State-Owned Enterprises and the Cost of a Failing Economic Model

Published on: February 16, 2026 8:15 AM

February 16, 2026 by Sakib Berjees

The crisis of State-Owned Enterprises (SOEs) in Pakistan has moved far beyond the realm of technical inefficiency and entered the territory of structural economic failure. According to the Ministry of Finance’s Annual SOE Performance Review and recent IMF staff reports, Pakistan’s SOEs generated losses of Rs 833 billion in FY 2024-25, while their combined profits stood at only around Rs 435 billion, leaving the public exchequer with a net fiscal burden of nearly Rs 398 billion in a single year. This figure alone exceeds the federal allocations for several key social sectors combined. In an economy already constrained by stagnant growth, rising poverty, and chronic balance-of-payments crises, this scale of fiscal leakage is not just inefficient; it is economically and morally indefensible.
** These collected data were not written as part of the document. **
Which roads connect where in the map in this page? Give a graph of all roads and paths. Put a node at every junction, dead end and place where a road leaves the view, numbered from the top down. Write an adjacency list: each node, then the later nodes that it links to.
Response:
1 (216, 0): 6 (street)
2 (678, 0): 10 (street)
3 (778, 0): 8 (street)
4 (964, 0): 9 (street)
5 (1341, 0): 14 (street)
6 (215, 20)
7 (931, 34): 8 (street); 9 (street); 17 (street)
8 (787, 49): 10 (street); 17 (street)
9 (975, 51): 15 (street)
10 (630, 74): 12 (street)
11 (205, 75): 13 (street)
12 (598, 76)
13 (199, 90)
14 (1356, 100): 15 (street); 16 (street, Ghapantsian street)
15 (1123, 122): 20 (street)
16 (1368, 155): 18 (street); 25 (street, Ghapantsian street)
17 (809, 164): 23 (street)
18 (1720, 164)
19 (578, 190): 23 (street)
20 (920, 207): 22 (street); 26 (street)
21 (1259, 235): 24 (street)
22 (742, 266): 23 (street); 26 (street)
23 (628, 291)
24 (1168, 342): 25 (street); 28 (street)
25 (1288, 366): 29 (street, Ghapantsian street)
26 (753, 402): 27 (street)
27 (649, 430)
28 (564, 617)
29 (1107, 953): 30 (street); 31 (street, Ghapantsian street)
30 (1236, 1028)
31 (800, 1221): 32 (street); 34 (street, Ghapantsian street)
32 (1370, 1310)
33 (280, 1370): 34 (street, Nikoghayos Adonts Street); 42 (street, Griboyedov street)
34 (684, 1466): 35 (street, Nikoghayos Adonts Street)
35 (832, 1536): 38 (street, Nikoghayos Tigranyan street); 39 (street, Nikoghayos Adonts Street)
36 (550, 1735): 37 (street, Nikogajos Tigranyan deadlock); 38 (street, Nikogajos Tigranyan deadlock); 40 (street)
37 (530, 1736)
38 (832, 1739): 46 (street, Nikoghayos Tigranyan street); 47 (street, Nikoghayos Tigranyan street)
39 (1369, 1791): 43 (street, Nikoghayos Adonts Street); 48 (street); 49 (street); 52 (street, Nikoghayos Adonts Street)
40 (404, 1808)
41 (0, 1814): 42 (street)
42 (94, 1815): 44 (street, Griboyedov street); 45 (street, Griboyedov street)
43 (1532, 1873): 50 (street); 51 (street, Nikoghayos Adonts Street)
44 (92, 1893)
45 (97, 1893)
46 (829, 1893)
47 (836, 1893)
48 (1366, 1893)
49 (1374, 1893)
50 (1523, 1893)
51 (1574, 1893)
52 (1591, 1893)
The distribution of losses is neither accidental nor new. The National Highway Authority recorded losses of Rs 295 billion, Quetta Electric Supply Company Rs 112.7 billion, PESCO Rs 92.7 billion, Pakistan Railways Rs 60 billion, National Power Parks Rs 46 billion, Neelum-Jhelum Hydropower Rs 29.4 billion, Pakistan Steel Mills Rs 26 billion, Pakistan Post Rs 19.3 billion, and PASSCO Rs 19 billion, with multiple power distribution companies collectively draining tens of billions more. These numbers closely mirror the previous year’s total losses of Rs 851 billion, demonstrating that the crisis is systemic rather than episodic. No private firm could survive such sustained deficits. Only a sovereign state, shielded from market discipline and financed by taxpayers and lenders, can.
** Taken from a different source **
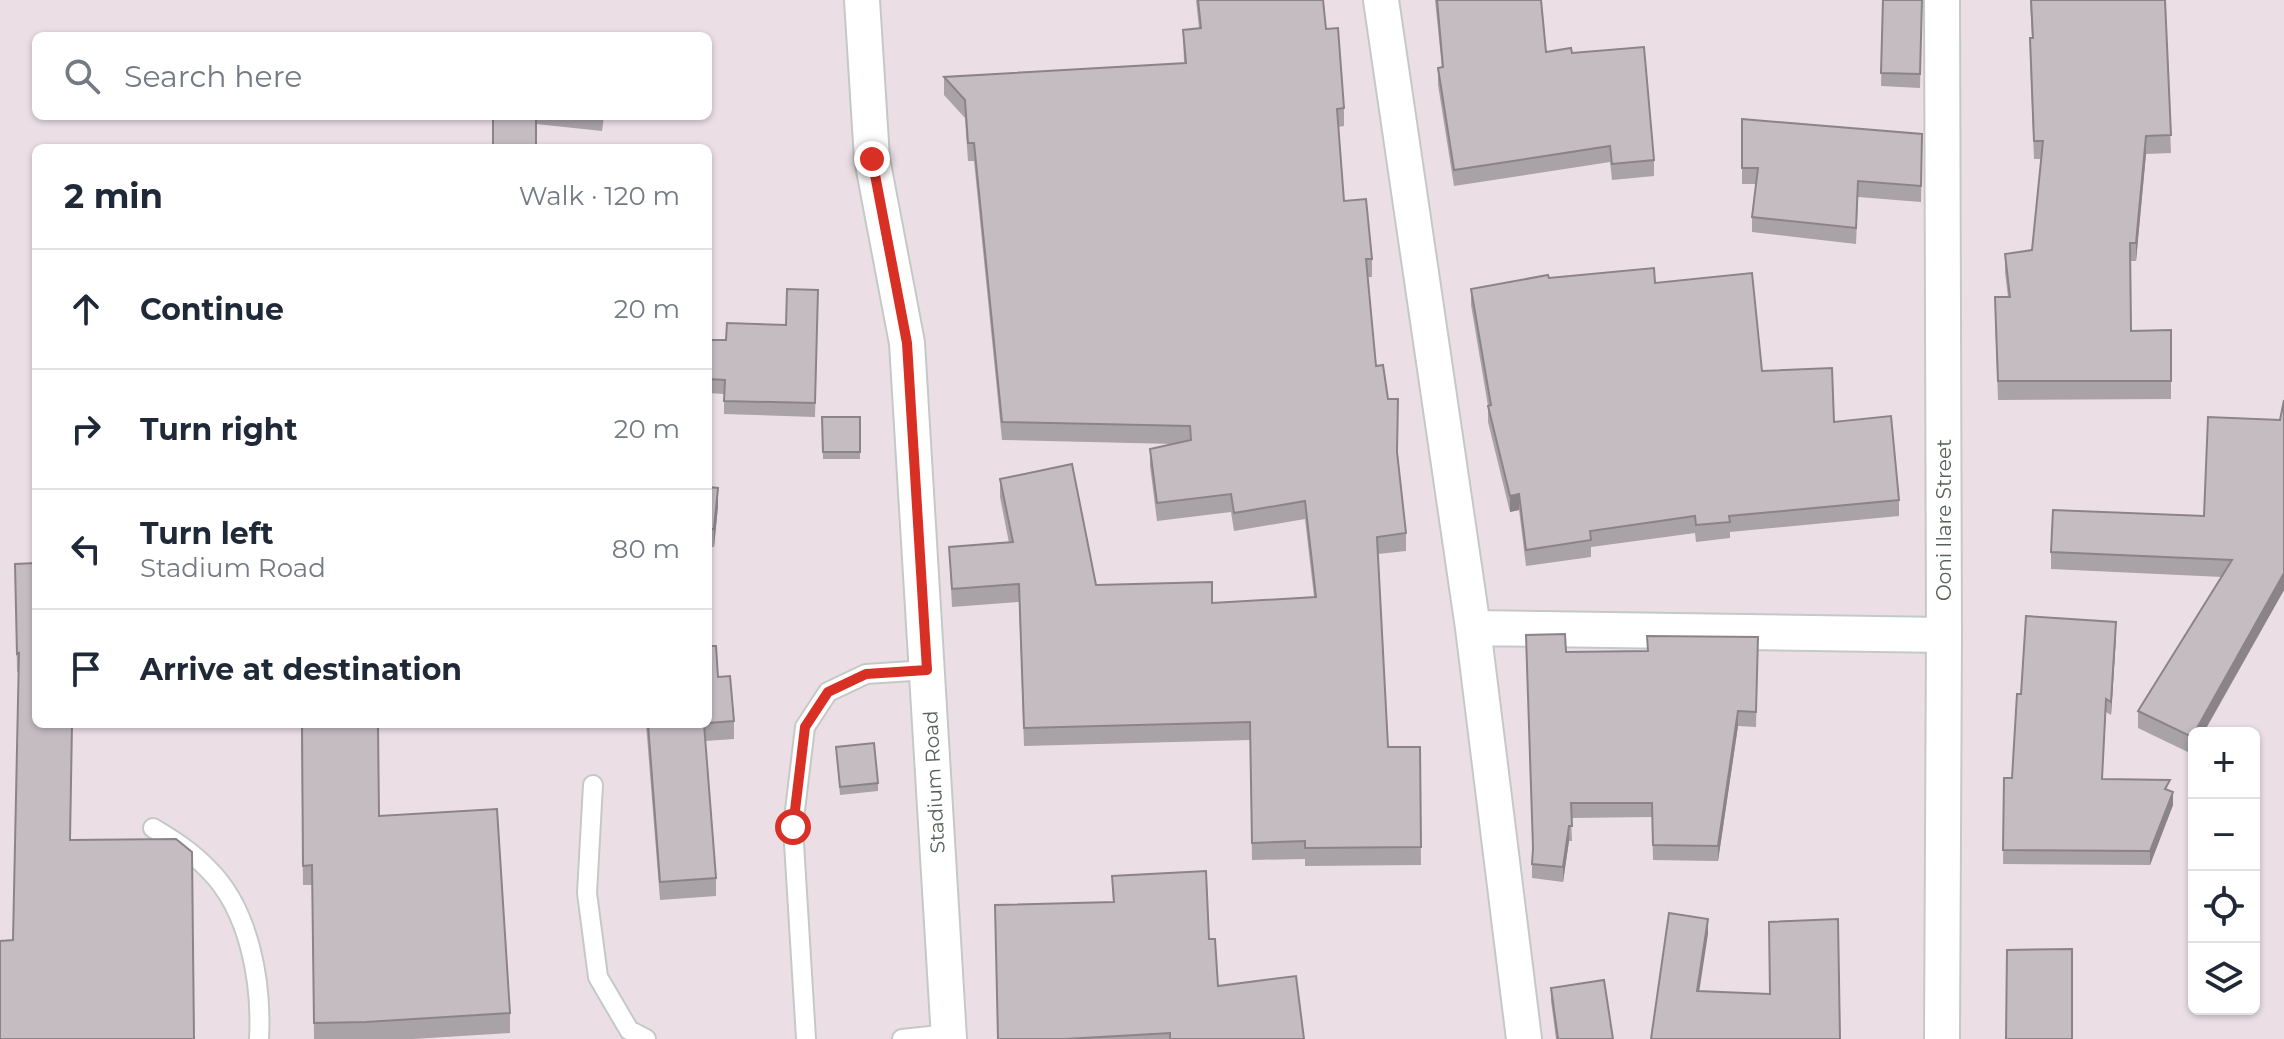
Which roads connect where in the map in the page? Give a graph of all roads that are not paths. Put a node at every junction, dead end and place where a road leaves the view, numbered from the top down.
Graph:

Yet the same dataset also reveals a crucial insight. A limited number of enterprises continue to perform well: OGDCL earned Rs 170 billion, Pakistan Petroleum Rs 90 billion, WAPDA Rs 56.7 billion, Government Holdings Rs 48 billion, Karachi Port Trust Rs 35.5 billion, and Port Qasim over Rs 35 billion. The pattern is revealing. Enterprises operating under relatively commercial frameworks and weaker political interference outperform those embedded in patronage networks, price controls, and politically motivated employment structures. The problem, therefore, is not simply public ownership; it is governance failure.
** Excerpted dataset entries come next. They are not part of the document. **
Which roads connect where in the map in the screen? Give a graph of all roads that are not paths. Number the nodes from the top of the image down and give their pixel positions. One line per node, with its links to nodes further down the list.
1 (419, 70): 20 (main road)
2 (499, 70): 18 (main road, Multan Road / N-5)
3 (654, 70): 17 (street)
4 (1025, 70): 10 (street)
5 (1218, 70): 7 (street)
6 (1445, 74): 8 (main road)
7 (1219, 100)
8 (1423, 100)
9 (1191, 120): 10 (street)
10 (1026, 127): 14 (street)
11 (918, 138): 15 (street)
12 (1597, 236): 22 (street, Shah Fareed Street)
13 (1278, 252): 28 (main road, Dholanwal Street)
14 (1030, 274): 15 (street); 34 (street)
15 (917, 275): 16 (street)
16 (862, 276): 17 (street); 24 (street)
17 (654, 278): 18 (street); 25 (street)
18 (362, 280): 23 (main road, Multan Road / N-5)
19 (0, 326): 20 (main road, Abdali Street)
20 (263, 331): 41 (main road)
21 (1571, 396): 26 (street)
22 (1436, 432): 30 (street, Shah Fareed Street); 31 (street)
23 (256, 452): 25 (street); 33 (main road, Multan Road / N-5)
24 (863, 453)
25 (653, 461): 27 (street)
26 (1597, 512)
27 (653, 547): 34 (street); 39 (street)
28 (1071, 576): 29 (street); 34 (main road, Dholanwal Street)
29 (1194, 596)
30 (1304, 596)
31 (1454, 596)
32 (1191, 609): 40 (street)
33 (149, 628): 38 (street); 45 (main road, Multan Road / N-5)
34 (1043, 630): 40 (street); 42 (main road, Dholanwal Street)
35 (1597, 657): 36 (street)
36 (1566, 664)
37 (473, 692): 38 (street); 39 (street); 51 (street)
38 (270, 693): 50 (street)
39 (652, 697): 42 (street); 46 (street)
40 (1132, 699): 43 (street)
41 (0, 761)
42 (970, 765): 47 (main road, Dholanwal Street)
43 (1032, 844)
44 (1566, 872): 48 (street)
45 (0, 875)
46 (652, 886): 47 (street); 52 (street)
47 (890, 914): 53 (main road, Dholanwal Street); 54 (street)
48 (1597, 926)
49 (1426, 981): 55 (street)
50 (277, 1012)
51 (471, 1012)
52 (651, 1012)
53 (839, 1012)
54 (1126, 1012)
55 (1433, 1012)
This conclusion aligns with the long-standing position of the International Monetary Fund, the World Bank, and leading academic economists such as Joseph Stiglitz and Daron Acemoglu. Their research consistently shows that state ownership can be justified only in limited contexts: natural monopolies, strategic infrastructure, or essential public utilities. Even in these cases, success depends on institutional autonomy, professional management, transparent regulation, and hard budget constraints. Pakistan’s SOEs violate almost all these principles simultaneously. Boards are politicised, senior appointments reflect political loyalty rather than competence, pricing is distorted by populist considerations, and repeated bailouts remove any incentive for efficiency. The real political economy of SOEs is rarely acknowledged openly. These entities persist not because they deliver value, but because they function as employment machines, patronage networks, and vote banks. Trade unions, provincial elites, political parties, and even segments of the security establishment benefit from control of these institutions. Overstaffing is not an accident; it is a feature. Losses are not a failure; they are a mechanism through which public money is redistributed to politically organised groups. In this sense, SOEs are not economic institutions but political instruments financed by taxpayers who have no voice in their governance.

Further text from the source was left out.